The Warburg effect alludes to the fermentation of sugar by a cell without oxidative phosphorylation as a means of energy production. That is, making energy from glucose without oxygen and also producing cellular byproducts that can allow a cancerous cell to divide rapidly.

Thankfully, in spite of the constant misinformation out there, most energy in the body is produced from fat burning – which you can see in this short clip is the case even during moderate intensity exercise.

Only during intense exercise where the heart rate hits about 130 does your body ever use more carbohydrate than fat metabolism; and when you are inactive, you use an even higher percentage of fat as fuel, and even more when you are in ketosis.

Even if you have a zero fat diet, this will be true. There are only about 8 calories worth of glucose in the blood at a given time, while there are 45-90 calories worth of triglycerides in a typical human blood supply. This triglyceride can be made in the liver from carbohydrate, or it can come from the diet.

Though some level of insulin resistant cells are unavoidable, it is mainly bad dietary choices that lead to insulin resistance. Now, vegans point the finger at dietary saturated fat as the culprit but this ignores some basic biochemical facts. Thankfully, I am hear to clear things up for everyone.

It’s simply impossible for saturated fat to clog up a cell, because it is too big to get through the cell lining when it’s unwanted. So if the cell does not ‘want’ fat to enter, or if the insulin receptor is damaged, not one molecule of saturated fat will ever get in that cell.

Short chain fatty acids like vinegar can get in the cell, but as I’ve talked about in other videos vinegar is shown to reduce insulin resistance, not increase it. So what’s the culprit? Some of the in between molecules that are too small to be blocked fully by the membrane but too big to be burned easily, such as seed oils.

High triglycerides in the blood caused by a high carb diet will cause an osmotic pressure gradient that pushes these fats inside the cell. This is probably part of the reason seed oils have such a dramatic negative impact on health. Thankfully, in a low or moderate carb diet, triglycerides stay low and this does not happen as much.

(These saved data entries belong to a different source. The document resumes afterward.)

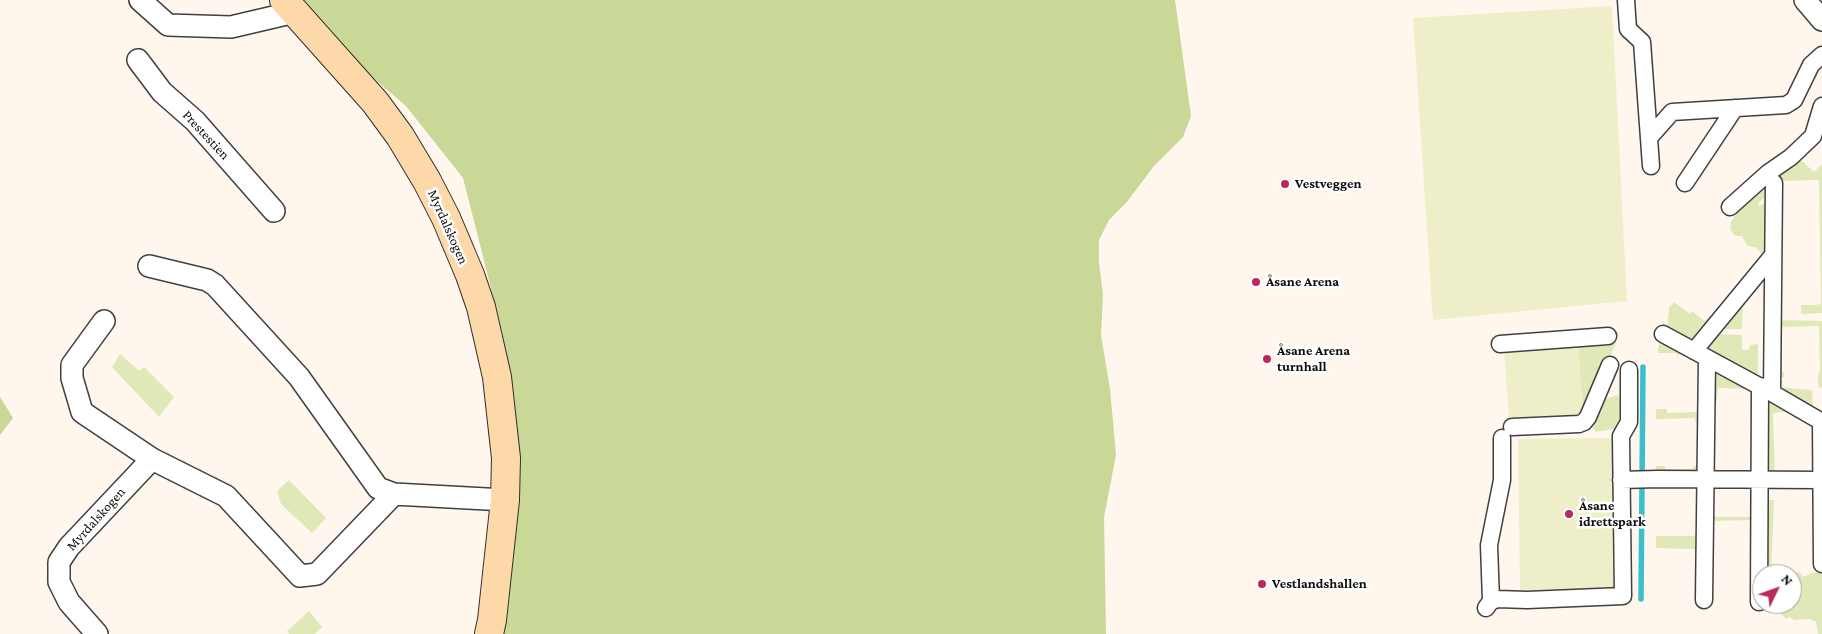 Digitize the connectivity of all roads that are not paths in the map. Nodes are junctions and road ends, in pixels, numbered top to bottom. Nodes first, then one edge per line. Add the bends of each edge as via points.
1 (140, 0) edge
2 (1626, 0) edge
3 (1805, 0) edge
4 (290, 6) edge
5 (1822, 20) edge
6 (1822, 55) edge
7 (138, 60) dead end
8 (1822, 106) edge
9 (1735, 108) junction
10 (1649, 138) junction
11 (1651, 166) dead end
12 (1685, 183) dead end
13 (1774, 183) dead end
14 (1730, 207) dead end
15 (274, 211) dead end
16 (1773, 255) junction
17 (149, 266) dead end
18 (104, 321) dead end
19 (1663, 334) dead end
20 (1608, 336) dead end
21 (1500, 344) dead end
22 (1700, 354) junction
23 (1610, 365) dead end
24 (1628, 370) dead end
25 (1766, 390) junction
26 (1821, 422) edge
27 (152, 459) junction
28 (1627, 480) junction
29 (1705, 480) junction
30 (1760, 480) junction
31 (1821, 480) edge
32 (394, 494) junction
33 (505, 500) junction
34 (1759, 564) edge
35 (1822, 564) edge
36 (1704, 600) dead end
37 (97, 634) edge
38 (489, 634) edge

1 - 4 street via 168,25 231,27
2 - 10 street via 1628,29 1642,42
3 - 5 street
4 - 33 main road, Myrdalskogen via 375,102 400,136 446,218 481,307 497,377 506,458
6 - 9 street via 1811,64 1794,100 1786,105
7 - 15 street, Prestestien via 162,92 195,121
8 - 14 street via 1813,136
9 - 10 street via 1672,112
9 - 12 street
10 - 11 street
13 - 16 street
16 - 22 street
16 - 25 street
17 - 32 street via 207,280 215,285 299,377 378,488
18 - 27 street via 72,365 72,378 82,412
19 - 22 street
20 - 21 street
22 - 25 street
22 - 29 street
23 - 28 street via 1584,422 1507,433 1502,480 1489,545 1489,604 1498,599 1524,604 1623,596
24 - 28 street via 1629,422 1621,436
25 - 26 street
25 - 30 street
26 - 31 street
27 - 32 street via 226,496 300,576 317,574
27 - 37 street, Myrdalskogen via 69,547 59,562 59,582 69,602
28 - 29 street
29 - 30 street
29 - 36 street
30 - 31 street
30 - 34 street
31 - 35 street
32 - 33 street
33 - 38 main road, Myrdalskogen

To burn these invasive fat molecules, the cell actually needs to use glucose. That’s because each fatty acid chain must be attached to glycerol. To break up a triglyceride, the cell has to create more glycerol out of glucose because each triglyceride only has one glycerol; and since it needs to burn three fatty acid chains so it needs to create two more.

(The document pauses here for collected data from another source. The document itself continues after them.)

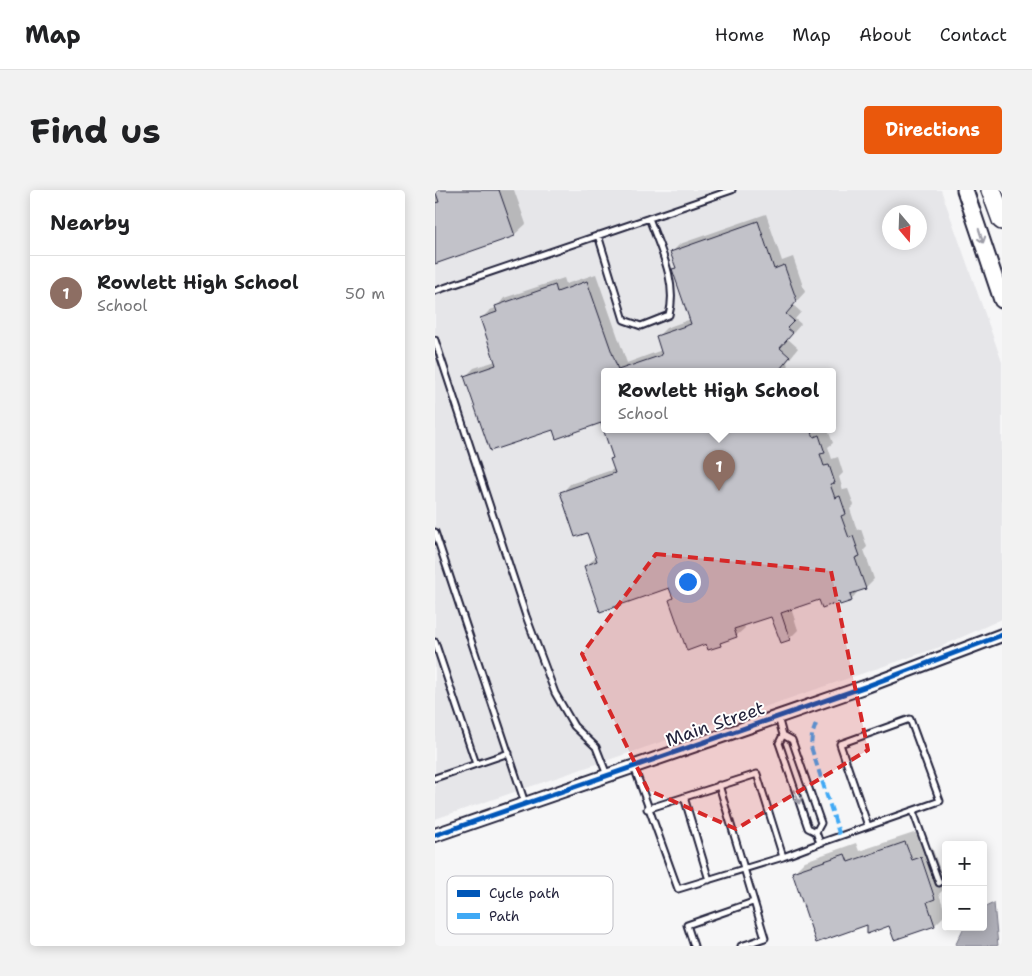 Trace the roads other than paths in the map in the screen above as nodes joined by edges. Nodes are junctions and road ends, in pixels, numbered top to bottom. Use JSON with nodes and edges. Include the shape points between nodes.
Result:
{"nodes":[{"id":1,"x":733,"y":190,"type":"edge"},
{"id":2,"x":965,"y":190,"type":"edge"},
{"id":3,"x":991,"y":190,"type":"edge"},
{"id":4,"x":649,"y":218,"type":"junction"},
{"id":5,"x":1002,"y":220,"type":"edge"},
{"id":6,"x":598,"y":235,"type":"junction"},
{"id":7,"x":435,"y":291,"type":"edge"},
{"id":8,"x":1002,"y":300,"type":"edge"},
{"id":9,"x":435,"y":340,"type":"edge"},
{"id":10,"x":438,"y":359,"type":"edge"},
{"id":11,"x":435,"y":532,"type":"edge"},
{"id":12,"x":1002,"y":635,"type":"edge"},
{"id":13,"x":435,"y":642,"type":"edge"},
{"id":14,"x":778,"y":717,"type":"junction"},
{"id":15,"x":783,"y":735,"type":"junction"},
{"id":16,"x":509,"y":754,"type":"junction"},
{"id":17,"x":475,"y":764,"type":"junction"},
{"id":18,"x":633,"y":766,"type":"junction"},
{"id":19,"x":802,"y":770,"type":"junction"},
{"id":20,"x":789,"y":774,"type":"junction"},
{"id":21,"x":607,"y":776,"type":"junction"},
{"id":22,"x":435,"y":778,"type":"edge"},
{"id":23,"x":719,"y":786,"type":"junction"},
{"id":24,"x":684,"y":797,"type":"junction"},
{"id":25,"x":525,"y":804,"type":"junction"},
{"id":26,"x":647,"y":809,"type":"junction"},
{"id":27,"x":913,"y":811,"type":"junction"},
{"id":28,"x":868,"y":826,"type":"junction"},
{"id":29,"x":816,"y":832,"type":"junction"},
{"id":30,"x":435,"y":835,"type":"edge"},
{"id":31,"x":820,"y":843,"type":"junction"},
{"id":32,"x":783,"y":856,"type":"junction"},
{"id":33,"x":744,"y":869,"type":"junction"},
{"id":34,"x":709,"y":880,"type":"junction"},
{"id":35,"x":939,"y":883,"type":"dead end"},
{"id":36,"x":753,"y":902,"type":"junction"},
{"id":37,"x":694,"y":946,"type":"edge"},
{"id":38,"x":741,"y":946,"type":"edge"}],
"edges":[{"from":1,"to":4,"type":"lane"},
{"from":2,"to":8,"type":"main road","one_way":true},
{"from":3,"to":5,"type":"highway"},
{"from":4,"to":6,"type":"lane"},
{"from":4,"to":6,"type":"lane","via":[[669,276],[673,301],[669,315],[641,326],[624,320]]},
{"from":6,"to":7,"type":"lane"},
{"from":9,"to":10,"type":"lane"},
{"from":10,"to":21,"type":"lane","via":[[555,693],[574,726],[596,747]]},
{"from":11,"to":16,"type":"lane"},
{"from":12,"to":14,"type":"street","name":"Main Street"},
{"from":13,"to":17,"type":"lane"},
{"from":14,"to":15,"type":"lane"},
{"from":14,"to":18,"type":"street","name":"Main Street"},
{"from":15,"to":19,"type":"lane","via":[[792,740]]},
{"from":15,"to":20,"type":"lane","via":[[779,742]]},
{"from":16,"to":17,"type":"lane"},
{"from":16,"to":25,"type":"lane"},
{"from":17,"to":22,"type":"lane"},
{"from":18,"to":21,"type":"street","name":"Main Street"},
{"from":18,"to":26,"type":"lane"},
{"from":19,"to":20,"type":"lane"},
{"from":19,"to":29,"type":"lane","via":[[821,823]]},
{"from":20,"to":29,"type":"lane","one_way":true,"via":[[808,828]]},
{"from":21,"to":25,"type":"street","name":"Main Street"},
{"from":23,"to":24,"type":"lane"},
{"from":23,"to":32,"type":"lane","via":[[757,774]]},
{"from":23,"to":33,"type":"lane"},
{"from":24,"to":26,"type":"lane"},
{"from":24,"to":34,"type":"lane"},
{"from":25,"to":30,"type":"street","name":"Main Street"},
{"from":26,"to":34,"type":"lane","via":[[678,889]]},
{"from":27,"to":28,"type":"lane"},
{"from":27,"to":28,"type":"lane","via":[[940,801],[910,719],[840,744]]},
{"from":27,"to":35,"type":"lane"},
{"from":28,"to":31,"type":"lane"},
{"from":29,"to":31,"type":"lane"},
{"from":31,"to":32,"type":"lane"},
{"from":32,"to":33,"type":"lane"},
{"from":33,"to":34,"type":"lane"},
{"from":33,"to":36,"type":"lane"},
{"from":36,"to":37,"type":"lane","via":[[687,925]]},
{"from":36,"to":38,"type":"lane","via":[[765,938]]}]}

The problem is that your cells can only do this so quickly, so if you flood the cell with fat, then the triglycerides get broken up into monoglycerides and diglycerides (DAGs) but there is not enough glycerol to attach to them for further processing and you wind up with all these unused diglycerides. By a sad quirk of fate, these DAGs overactivate Protein C Kinase when they accumulate too thickly, and this causes the insulin receptor to be essentially blocked and made inoperable.

Once this is plugged up, no more glucose can come into the cell no matter how much insulin and glucose is out there; and without the glucose, the fat can’t be broken up to be burned, either. The cell is effectively in a zombie state and can’t produce energy. Like a teenager without a cell phone, it will ultimately either die or go rogue.

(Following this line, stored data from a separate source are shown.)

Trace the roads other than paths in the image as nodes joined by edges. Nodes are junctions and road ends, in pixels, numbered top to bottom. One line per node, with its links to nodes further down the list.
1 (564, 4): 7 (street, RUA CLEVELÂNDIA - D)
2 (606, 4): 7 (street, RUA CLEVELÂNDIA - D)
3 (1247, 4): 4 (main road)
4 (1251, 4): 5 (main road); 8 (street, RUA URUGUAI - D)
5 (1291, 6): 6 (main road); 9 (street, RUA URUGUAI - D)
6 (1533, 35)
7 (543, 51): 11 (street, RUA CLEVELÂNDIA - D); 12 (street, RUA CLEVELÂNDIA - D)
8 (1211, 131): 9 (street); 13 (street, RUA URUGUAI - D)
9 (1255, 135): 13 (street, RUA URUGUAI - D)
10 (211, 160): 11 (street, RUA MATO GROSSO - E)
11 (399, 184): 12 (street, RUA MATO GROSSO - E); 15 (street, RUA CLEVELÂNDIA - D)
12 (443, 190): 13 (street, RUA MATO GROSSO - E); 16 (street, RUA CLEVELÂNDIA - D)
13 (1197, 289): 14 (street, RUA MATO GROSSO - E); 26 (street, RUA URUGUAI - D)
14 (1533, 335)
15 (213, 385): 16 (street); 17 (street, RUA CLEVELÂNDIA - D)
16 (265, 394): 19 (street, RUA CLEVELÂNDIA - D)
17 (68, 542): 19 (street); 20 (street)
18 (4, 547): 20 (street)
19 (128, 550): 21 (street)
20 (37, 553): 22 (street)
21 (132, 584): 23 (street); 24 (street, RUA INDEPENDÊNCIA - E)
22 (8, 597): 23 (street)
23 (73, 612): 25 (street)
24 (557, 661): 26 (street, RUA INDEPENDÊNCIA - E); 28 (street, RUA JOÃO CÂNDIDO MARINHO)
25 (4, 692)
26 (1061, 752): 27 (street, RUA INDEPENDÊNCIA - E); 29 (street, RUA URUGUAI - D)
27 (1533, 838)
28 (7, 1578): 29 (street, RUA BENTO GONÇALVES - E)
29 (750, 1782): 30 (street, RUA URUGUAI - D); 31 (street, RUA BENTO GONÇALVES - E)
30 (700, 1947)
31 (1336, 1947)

So how do we fix this? As I said already, diet and exercise are of limited help. Lots of skinny and fit people still have many cells in this state even if they have a great diet, and they accumulate as we age from pollution and so on. Especially in the brain, which is not so easy to exercise. Thankfully, there are some real solutions.

Fasting is the quickest way. This stimulates autophagy, which removes the protein blocking the insulin receptor so more glucose can arrive. It also causes the release of adiponectin, which causes more rapid fat burning and helps get rid of the diglycerides (DAGs) clogging the cell and reduce inflammation. Vinegar and ohototherapy will also help in a similar manner.

You can fool around with exercise and magic diets all day, but you will only get limited results at the cellular level even if you are skinny and your fitness is excellent. This is especially important in the brain, where triglycerides can’t reach – that makes these cells particularly vulnerable to insulin resistance. Thankfully, these methods can help clear out the insulin resistance and keep you from becoming a sad statistic!